I read that there are different types of boards you can create based on your clarity of intentions. If you know exactly what you want, you can find pictures and words of the exact car, trips, job, husband/wife or house you want. I am pretty open to the universe and like to be surprised, so I made a board that was more theme based around my hopes and dreams.
So I kept that music playing to help me relax and focus and started going through a big stack of magazines, ripping out all the pages that spoke to me in any way. I placed a picture of myself in the center of the board. Then I started cutting out the words and pictures from the ripped out pages and only kept the ones that were positive and future based. This seemed really important. This board is about where I’m going, not where I’ve been.
To be honest, when I sat down to do this I was feeling a little anxious and lost about some things that are going on in my life. I felt like isolating and not talking to anyone, feeling like no one would understand me. Then strangely, I kept thinking about a new friend of mine while I was working and I decided to text her. Turns out a vision board that she made was the impetus for her dream job and a big move.
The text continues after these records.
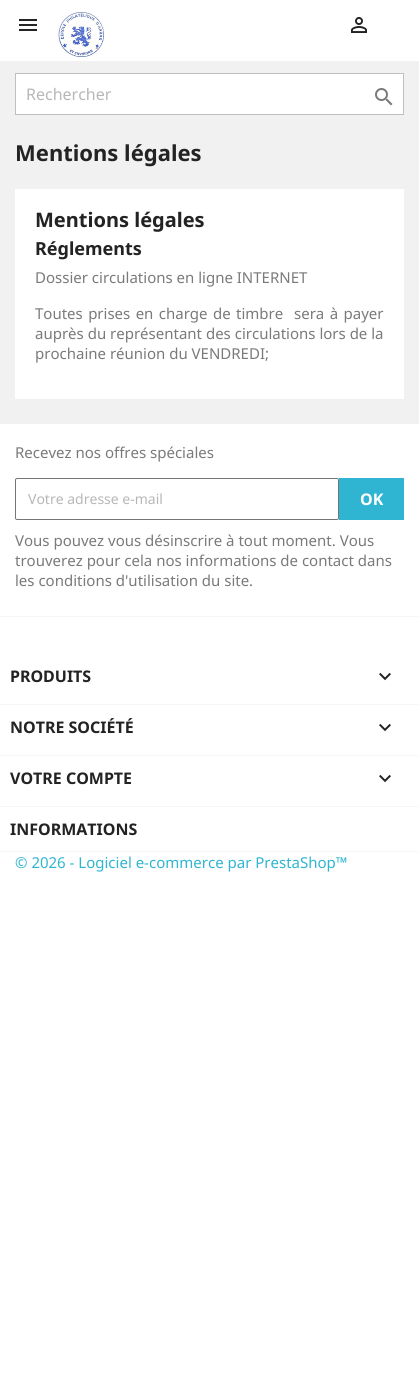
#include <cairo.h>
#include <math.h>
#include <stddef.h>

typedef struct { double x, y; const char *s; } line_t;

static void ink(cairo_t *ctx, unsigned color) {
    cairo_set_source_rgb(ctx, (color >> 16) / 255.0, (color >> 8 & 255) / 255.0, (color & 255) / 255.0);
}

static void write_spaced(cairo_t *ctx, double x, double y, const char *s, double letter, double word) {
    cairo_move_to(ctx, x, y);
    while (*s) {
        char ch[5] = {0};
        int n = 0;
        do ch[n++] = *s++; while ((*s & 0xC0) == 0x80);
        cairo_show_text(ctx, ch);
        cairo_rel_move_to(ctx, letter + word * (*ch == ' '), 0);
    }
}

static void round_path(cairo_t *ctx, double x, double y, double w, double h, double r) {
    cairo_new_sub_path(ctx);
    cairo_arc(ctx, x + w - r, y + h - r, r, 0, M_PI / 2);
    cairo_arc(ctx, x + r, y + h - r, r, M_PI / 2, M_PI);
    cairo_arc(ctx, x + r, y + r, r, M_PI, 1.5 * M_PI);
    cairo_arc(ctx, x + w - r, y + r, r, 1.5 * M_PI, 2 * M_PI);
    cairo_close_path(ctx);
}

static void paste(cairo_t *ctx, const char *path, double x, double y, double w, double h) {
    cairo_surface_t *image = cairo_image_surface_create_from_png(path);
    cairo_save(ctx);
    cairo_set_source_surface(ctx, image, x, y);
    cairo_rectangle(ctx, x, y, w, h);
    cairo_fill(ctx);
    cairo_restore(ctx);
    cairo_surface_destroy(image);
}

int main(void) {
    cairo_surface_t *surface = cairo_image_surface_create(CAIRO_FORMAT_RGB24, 419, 1393);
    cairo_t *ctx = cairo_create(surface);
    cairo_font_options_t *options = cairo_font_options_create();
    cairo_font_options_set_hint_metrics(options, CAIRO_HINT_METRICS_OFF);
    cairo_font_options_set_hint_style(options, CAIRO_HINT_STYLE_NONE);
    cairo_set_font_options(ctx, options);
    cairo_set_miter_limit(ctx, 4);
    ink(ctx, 0xFFFFFF);
    cairo_paint(ctx);
    ink(ctx, 0xF1F1F1);
    cairo_rectangle(ctx, 0, 61, 419, 363);
    cairo_fill(ctx);
    paste(ctx, "media/1.png", 19, 19, 18, 12);
    paste(ctx, "media/2.png", 58, 12, 47, 45);
    paste(ctx, "media/3.png", 351, 17, 16, 16);
    ink(ctx, 0xFFFFFF);
    cairo_rectangle(ctx, 15.5, 73.5, 388, 41);
    cairo_fill_preserve(ctx);
    ink(ctx, 0xBFBFBF);
    cairo_set_line_width(ctx, 1);
    cairo_stroke(ctx);
    cairo_select_font_face(ctx, "Noto Sans", CAIRO_FONT_SLANT_NORMAL, CAIRO_FONT_WEIGHT_NORMAL);
    cairo_set_font_size(ctx, 16);
    ink(ctx, 0xB7B7B7);
    cairo_move_to(ctx, 26, 100);
    cairo_show_text(ctx, "Rechercher");
    paste(ctx, "media/4.png", 375, 88, 18, 18);
    cairo_select_font_face(ctx, "Noto Sans", CAIRO_FONT_SLANT_NORMAL, CAIRO_FONT_WEIGHT_BOLD);
    cairo_set_font_size(ctx, 22);
    ink(ctx, 0x232323);
    cairo_move_to(ctx, 15, 161);
    cairo_show_text(ctx, "Mentions légales");
    ink(ctx, 0xFFFFFF);
    cairo_rectangle(ctx, 15, 189, 389, 210);
    cairo_fill(ctx);
    cairo_set_font_size(ctx, 20);
    ink(ctx, 0x232323);
    cairo_move_to(ctx, 35, 227);
    cairo_show_text(ctx, "Mentions légales");
    cairo_set_font_size(ctx, 18);
    cairo_move_to(ctx, 35, 255);
    cairo_show_text(ctx, "Réglements");
    cairo_select_font_face(ctx, "Noto Sans", CAIRO_FONT_SLANT_NORMAL, CAIRO_FONT_WEIGHT_NORMAL);
    cairo_set_font_size(ctx, 15);
    ink(ctx, 0x7A7A7A);
    cairo_move_to(ctx, 35, 283);
    cairo_show_text(ctx, "Dossier circulations en ligne INTERNET");
    write_spaced(ctx, 35, 319, "Toutes prises en charge de timbre  sera à payer", 0, 1.5);
    cairo_move_to(ctx, 35, 339);
    cairo_show_text(ctx, "auprès du représentant des circulations lors de la");
    cairo_move_to(ctx, 35, 359);
    cairo_show_text(ctx, "prochaine réunion du VENDREDI;");
    ink(ctx, 0xF6F6F6);
    cairo_rectangle(ctx, 0, 616, 419, 1);
    cairo_fill(ctx);
    ink(ctx, 0x7A7A7A);
    cairo_move_to(ctx, 15, 458);
    cairo_show_text(ctx, "Recevez nos offres spéciales");
    round_path(ctx, 15.5, 478.5, 323, 41, 1.5);
    ink(ctx, 0x767676);
    cairo_stroke(ctx);
    cairo_set_font_size(ctx, 14);
    ink(ctx, 0xB7B7B7);
    cairo_move_to(ctx, 28, 504);
    cairo_show_text(ctx, "Votre adresse e-mail");
    ink(ctx, 0x2FB5D2);
    cairo_rectangle(ctx, 339, 478, 65, 42);
    cairo_fill(ctx);
    cairo_select_font_face(ctx, "Noto Sans", CAIRO_FONT_SLANT_NORMAL, CAIRO_FONT_WEIGHT_BOLD);
    cairo_set_font_size(ctx, 16);
    ink(ctx, 0xFFFFFF);
    cairo_move_to(ctx, 360, 505);
    cairo_show_text(ctx, "OK");
    cairo_select_font_face(ctx, "Noto Sans", CAIRO_FONT_SLANT_NORMAL, CAIRO_FONT_WEIGHT_NORMAL);
    cairo_set_font_size(ctx, 15);
    ink(ctx, 0x7A7A7A);
    {
        static const line_t items[] = {
            {15, 546, "Vous pouvez vous désinscrire à tout moment. Vous"},
            {15, 566, "trouverez pour cela nos informations de contact dans"},
            {15, 586, "les conditions d'utilisation du site."},
        };
        for (size_t i = 0; i < sizeof items / sizeof *items; i++) {
            cairo_move_to(ctx, items[i].x, items[i].y);
            cairo_show_text(ctx, items[i].s);
        }
    }
    ink(ctx, 0xF6F6F6);
    cairo_rectangle(ctx, 0, 704, 419, 1);
    cairo_fill(ctx);
    cairo_select_font_face(ctx, "Noto Sans", CAIRO_FONT_SLANT_NORMAL, CAIRO_FONT_WEIGHT_BOLD);
    cairo_set_font_size(ctx, 16);
    ink(ctx, 0x232323);
    cairo_move_to(ctx, 10, 682);
    cairo_show_text(ctx, "PRODUITS");
    paste(ctx, "media/5.png", 379, 672, 12, 9);
    ink(ctx, 0xF6F6F6);
    cairo_rectangle(ctx, 0, 755, 419, 1);
    cairo_fill(ctx);
    ink(ctx, 0x232323);
    cairo_move_to(ctx, 10, 733);
    cairo_show_text(ctx, "NOTRE SOCIÉTÉ");
    paste(ctx, "media/5.png", 379, 723, 12, 9);
    ink(ctx, 0xF6F6F6);
    cairo_rectangle(ctx, 0, 806, 419, 1);
    cairo_fill(ctx);
    ink(ctx, 0x232323);
    cairo_move_to(ctx, 10, 784);
    cairo_show_text(ctx, "VOTRE COMPTE");
    paste(ctx, "media/5.png", 379, 774, 12, 9);
    ink(ctx, 0xF6F6F6);
    cairo_rectangle(ctx, 0, 851, 419, 1);
    cairo_fill(ctx);
    ink(ctx, 0x232323);
    cairo_move_to(ctx, 10, 835);
    cairo_show_text(ctx, "INFORMATIONS");
    cairo_select_font_face(ctx, "Noto Sans", CAIRO_FONT_SLANT_NORMAL, CAIRO_FONT_WEIGHT_NORMAL);
    cairo_set_font_size(ctx, 15);
    ink(ctx, 0x2FB5D2);
    cairo_move_to(ctx, 15, 868);
    cairo_show_text(ctx, "© 2026 - Logiciel e-commerce par PrestaShop™");
    cairo_surface_write_to_png(surface, "image.png");
    cairo_font_options_destroy(options);
    cairo_destroy(ctx);
    cairo_surface_destroy(surface);
    return 0;
}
All the proof I needed that the universe wants me to create this board!
As I continued to cut and paste, I thought of someone else. It’s someone I feel misunderstood by and that I cannot be as real and vulnerable as I want to be with. Someone I can’t get through to. I have been being careful with what I’ve said to them lately out of fear of saying too much. It has felt like a game that I didn’t want to play. So I texted them. I know it sounds crazy, but cutting and pasting pictures and words of what I want my future to look like made me feel empowered to be completely raw and honest with this person. I don’t think it will change any outcomes, but I felt so much better after feeling strong enough to speak my truth. It felt like it freed up a huge space in me and now I’m ready to fill it with my dreams.
This morning I woke up and saw my board staring at me. It makes me feel more excited about my future and living a life of hope and joy. I think this will be my first of many dream boards. I have always said that all I need is a little hope and something to look forward. When those two things are looking at me in living color each day, like a string around my finger, I’ll be reminded that life is meant to live and not fear.